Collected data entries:
------------------------------------------------

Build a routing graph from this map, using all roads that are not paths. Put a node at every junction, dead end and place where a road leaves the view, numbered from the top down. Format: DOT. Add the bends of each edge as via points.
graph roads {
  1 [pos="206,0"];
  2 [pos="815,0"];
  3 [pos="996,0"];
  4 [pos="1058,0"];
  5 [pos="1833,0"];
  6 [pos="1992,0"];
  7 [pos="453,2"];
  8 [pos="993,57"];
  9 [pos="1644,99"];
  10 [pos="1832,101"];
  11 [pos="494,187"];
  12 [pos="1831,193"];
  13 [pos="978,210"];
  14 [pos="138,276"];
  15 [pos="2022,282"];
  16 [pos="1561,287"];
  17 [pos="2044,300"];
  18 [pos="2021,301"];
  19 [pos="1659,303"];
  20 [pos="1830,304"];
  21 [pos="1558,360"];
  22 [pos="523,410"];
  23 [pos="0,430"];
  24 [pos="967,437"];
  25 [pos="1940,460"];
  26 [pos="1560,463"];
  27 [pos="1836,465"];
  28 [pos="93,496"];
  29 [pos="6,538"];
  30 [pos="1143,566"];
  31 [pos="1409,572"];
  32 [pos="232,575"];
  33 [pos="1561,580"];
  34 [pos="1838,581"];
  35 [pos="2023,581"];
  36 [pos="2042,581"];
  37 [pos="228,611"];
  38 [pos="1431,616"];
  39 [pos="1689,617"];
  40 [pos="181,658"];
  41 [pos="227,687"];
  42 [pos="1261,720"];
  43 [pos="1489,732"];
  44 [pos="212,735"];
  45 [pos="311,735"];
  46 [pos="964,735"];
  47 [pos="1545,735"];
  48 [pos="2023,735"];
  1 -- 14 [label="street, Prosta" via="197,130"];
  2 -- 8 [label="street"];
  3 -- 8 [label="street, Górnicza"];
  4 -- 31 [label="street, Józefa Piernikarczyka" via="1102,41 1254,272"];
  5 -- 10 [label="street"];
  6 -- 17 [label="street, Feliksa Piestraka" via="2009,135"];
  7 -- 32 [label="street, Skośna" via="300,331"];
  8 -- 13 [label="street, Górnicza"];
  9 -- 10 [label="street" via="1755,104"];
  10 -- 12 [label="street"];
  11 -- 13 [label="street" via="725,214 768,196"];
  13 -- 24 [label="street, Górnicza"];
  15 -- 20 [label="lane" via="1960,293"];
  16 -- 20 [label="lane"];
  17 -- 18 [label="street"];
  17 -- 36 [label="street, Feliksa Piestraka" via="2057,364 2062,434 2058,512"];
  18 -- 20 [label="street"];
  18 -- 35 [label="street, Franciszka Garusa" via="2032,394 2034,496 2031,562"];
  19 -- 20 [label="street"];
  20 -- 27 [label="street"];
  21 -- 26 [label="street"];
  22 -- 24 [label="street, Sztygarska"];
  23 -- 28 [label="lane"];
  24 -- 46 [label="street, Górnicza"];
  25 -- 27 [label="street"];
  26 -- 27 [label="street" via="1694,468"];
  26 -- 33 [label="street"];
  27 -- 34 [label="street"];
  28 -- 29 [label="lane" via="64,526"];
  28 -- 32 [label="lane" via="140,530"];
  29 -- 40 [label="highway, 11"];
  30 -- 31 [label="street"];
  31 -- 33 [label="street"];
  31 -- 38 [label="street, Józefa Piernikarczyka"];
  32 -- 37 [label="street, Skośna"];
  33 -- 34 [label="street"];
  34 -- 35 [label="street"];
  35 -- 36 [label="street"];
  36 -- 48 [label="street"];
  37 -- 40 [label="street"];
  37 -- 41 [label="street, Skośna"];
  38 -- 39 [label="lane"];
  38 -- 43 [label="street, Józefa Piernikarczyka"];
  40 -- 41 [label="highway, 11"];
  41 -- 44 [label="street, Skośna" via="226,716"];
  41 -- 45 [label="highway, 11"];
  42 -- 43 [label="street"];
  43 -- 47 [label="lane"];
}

------------------------------------------------

• **Problem description**
Return each line above exactly.

• **Solution to the problem**
Build a routing graph from this map, using all roads that are not paths. Put a node at every junction, dead end and place where a road leaves the view, numbered from the top down. Format: DOT. Add the bends of each edge as via points.
graph roads {
  1 [pos="206,0"];
  2 [pos="815,0"];
  3 [pos="996,0"];
  4 [pos="1058,0"];
  5 [pos="1833,0"];
  6 [pos="1992,0"];
  7 [pos="453,2"];
  8 [pos="993,57"];
  9 [pos="1644,99"];
  10 [pos="1832,101"];
  11 [pos="494,187"];
  12 [pos="1831,193"];
  13 [pos="978,210"];
  14 [pos="138,276"];
  15 [pos="2022,282"];
  16 [pos="1561,287"];
  17 [pos="2044,300"];
  18 [pos="2021,301"];
  19 [pos="1659,303"];
  20 [pos="1830,304"];
  21 [pos="1558,360"];
  22 [pos="523,410"];
  23 [pos="0,430"];
  24 [pos="967,437"];
  25 [pos="1940,460"];
  26 [pos="1560,463"];
  27 [pos="1836,465"];
  28 [pos="93,496"];
  29 [pos="6,538"];
  30 [pos="1143,566"];
  31 [pos="1409,572"];
  32 [pos="232,575"];
  33 [pos="1561,580"];
  34 [pos="1838,581"];
  35 [pos="2023,581"];
  36 [pos="2042,581"];
  37 [pos="228,611"];
  38 [pos="1431,616"];
  39 [pos="1689,617"];
  40 [pos="181,658"];
  41 [pos="227,687"];
  42 [pos="1261,720"];
  43 [pos="1489,732"];
  44 [pos="212,735"];
  45 [pos="311,735"];
  46 [pos="964,735"];
  47 [pos="1545,735"];
  48 [pos="2023,735"];
  1 -- 14 [label="street, Prosta" via="197,130"];
  2 -- 8 [label="street"];
  3 -- 8 [label="street, Górnicza"];
  4 -- 31 [label="street, Józefa Piernikarczyka" via="1102,41 1254,272"];
  5 -- 10 [label="street"];
  6 -- 17 [label="street, Feliksa Piestraka" via="2009,135"];
  7 -- 32 [label="street, Skośna" via="300,331"];
  8 -- 13 [label="street, Górnicza"];
  9 -- 10 [label="street" via="1755,104"];
  10 -- 12 [label="street"];
  11 -- 13 [label="street" via="725,214 768,196"];
  13 -- 24 [label="street, Górnicza"];
  15 -- 20 [label="lane" via="1960,293"];
  16 -- 20 [label="lane"];
  17 -- 18 [label="street"];
  17 -- 36 [label="street, Feliksa Piestraka" via="2057,364 2062,434 2058,512"];
  18 -- 20 [label="street"];
  18 -- 35 [label="street, Franciszka Garusa" via="2032,394 2034,496 2031,562"];
  19 -- 20 [label="street"];
  20 -- 27 [label="street"];
  21 -- 26 [label="street"];
  22 -- 24 [label="street, Sztygarska"];
  23 -- 28 [label="lane"];
  24 -- 46 [label="street, Górnicza"];
  25 -- 27 [label="street"];
  26 -- 27 [label="street" via="1694,468"];
  26 -- 33 [label="street"];
  27 -- 34 [label="street"];
  28 -- 29 [label="lane" via="64,526"];
  28 -- 32 [label="lane" via="140,530"];
  29 -- 40 [label="highway, 11"];
  30 -- 31 [label="street"];
  31 -- 33 [label="street"];
  31 -- 38 [label="street, Józefa Piernikarczyka"];
  32 -- 37 [label="street, Skośna"];
  33 -- 34 [label="street"];
  34 -- 35 [label="street"];
  35 -- 36 [label="street"];
  36 -- 48 [label="street"];
  37 -- 40 [label="street"];
  37 -- 41 [label="street, Skośna"];
  38 -- 39 [label="lane"];
  38 -- 43 [label="street, Józefa Piernikarczyka"];
  40 -- 41 [label="highway, 11"];
  41 -- 44 [label="street, Skośna" via="226,716"];
  41 -- 45 [label="highway, 11"];
  42 -- 43 [label="street"];
  43 -- 47 [label="lane"];
}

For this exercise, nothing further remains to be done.